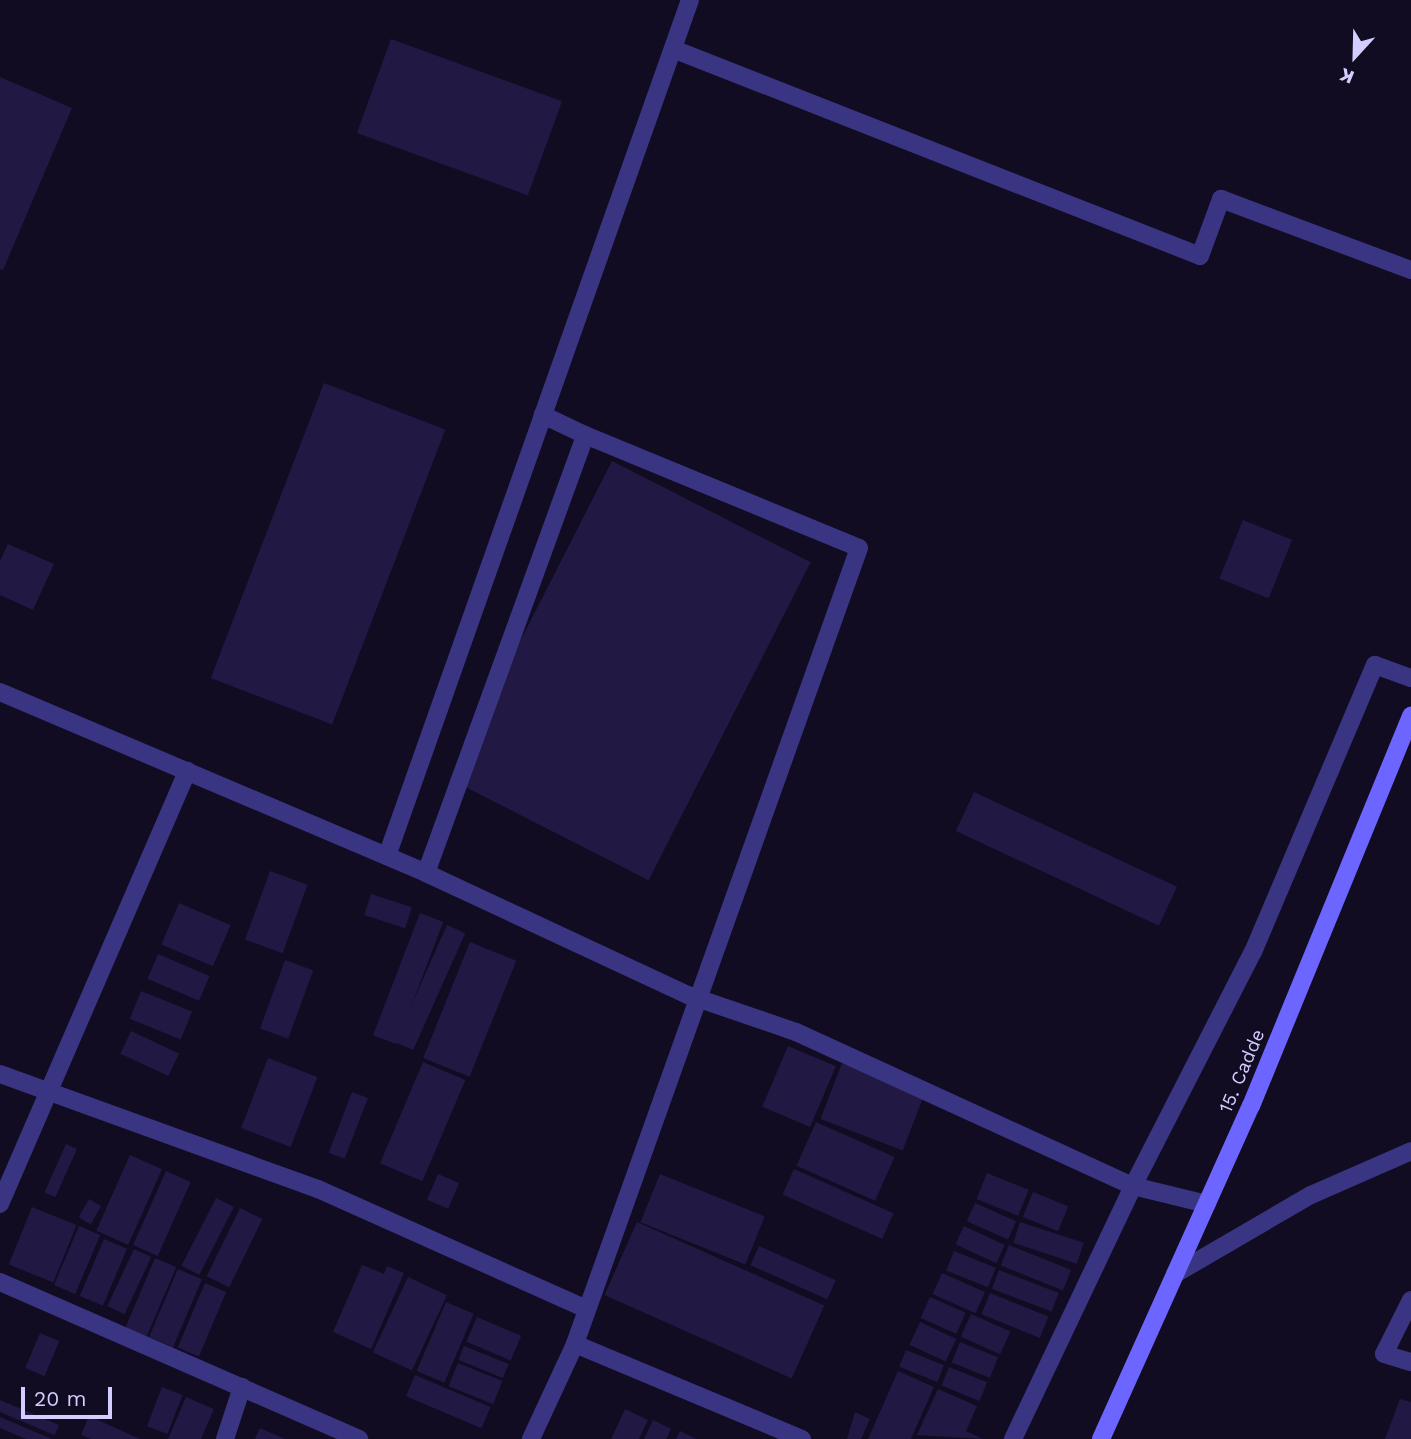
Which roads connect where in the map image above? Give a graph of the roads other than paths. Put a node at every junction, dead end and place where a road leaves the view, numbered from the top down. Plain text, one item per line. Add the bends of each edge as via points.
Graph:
1 (690, 0) edge
2 (673, 48) junction
3 (1411, 270) edge
4 (543, 415) junction
5 (585, 435) junction
6 (1411, 678) edge
7 (0, 692) edge
8 (1411, 715) edge
9 (187, 771) junction
10 (387, 856) junction
11 (426, 873) junction
12 (699, 998) junction
13 (0, 1074) edge
14 (45, 1094) junction
15 (1411, 1151) edge
16 (1133, 1186) junction
17 (0, 1204) edge
18 (1207, 1204) junction
19 (1175, 1274) junction
20 (0, 1282) edge
21 (1411, 1300) edge
22 (584, 1308) junction
23 (575, 1344) junction
24 (1411, 1362) edge
25 (242, 1387) junction
26 (225, 1439) edge
27 (359, 1439) edge
28 (531, 1439) edge
29 (802, 1439) edge
30 (1013, 1439) edge
31 (1101, 1439) edge

1 - 2 street
2 - 3 street via 1200,256 1221,199
2 - 4 street
4 - 5 street
4 - 10 street
5 - 11 street
5 - 12 street via 859,548
6 - 16 street via 1375,665 1254,952
7 - 9 street
8 - 18 main road, 15. Cadde
9 - 10 street
9 - 14 street
10 - 11 street
11 - 12 street
12 - 16 street via 796,1032
12 - 22 street
13 - 14 street
14 - 17 street
14 - 22 street via 318,1189
15 - 19 street via 1311,1195
16 - 18 street
16 - 30 street
18 - 19 main road, 15. Cadde
19 - 31 main road, 15. Cadde
20 - 25 street
21 - 24 street via 1384,1354
22 - 23 street
23 - 28 street
23 - 29 street
25 - 26 street
25 - 27 street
+---+
## EXERCISE OBJECTIVE:
Set every record down again verbatim, without pictures.

## RESULT BELOW:
Which roads connect where in the map image above? Give a graph of the roads other than paths. Put a node at every junction, dead end and place where a road leaves the view, numbered from the top down. Plain text, one item per line. Add the bends of each edge as via points.
Graph:
1 (690, 0) edge
2 (673, 48) junction
3 (1411, 270) edge
4 (543, 415) junction
5 (585, 435) junction
6 (1411, 678) edge
7 (0, 692) edge
8 (1411, 715) edge
9 (187, 771) junction
10 (387, 856) junction
11 (426, 873) junction
12 (699, 998) junction
13 (0, 1074) edge
14 (45, 1094) junction
15 (1411, 1151) edge
16 (1133, 1186) junction
17 (0, 1204) edge
18 (1207, 1204) junction
19 (1175, 1274) junction
20 (0, 1282) edge
21 (1411, 1300) edge
22 (584, 1308) junction
23 (575, 1344) junction
24 (1411, 1362) edge
25 (242, 1387) junction
26 (225, 1439) edge
27 (359, 1439) edge
28 (531, 1439) edge
29 (802, 1439) edge
30 (1013, 1439) edge
31 (1101, 1439) edge

1 - 2 street
2 - 3 street via 1200,256 1221,199
2 - 4 street
4 - 5 street
4 - 10 street
5 - 11 street
5 - 12 street via 859,548
6 - 16 street via 1375,665 1254,952
7 - 9 street
8 - 18 main road, 15. Cadde
9 - 10 street
9 - 14 street
10 - 11 street
11 - 12 street
12 - 16 street via 796,1032
12 - 22 street
13 - 14 street
14 - 17 street
14 - 22 street via 318,1189
15 - 19 street via 1311,1195
16 - 18 street
16 - 30 street
18 - 19 main road, 15. Cadde
19 - 31 main road, 15. Cadde
20 - 25 street
21 - 24 street via 1384,1354
22 - 23 street
23 - 28 street
23 - 29 street
25 - 26 street
25 - 27 street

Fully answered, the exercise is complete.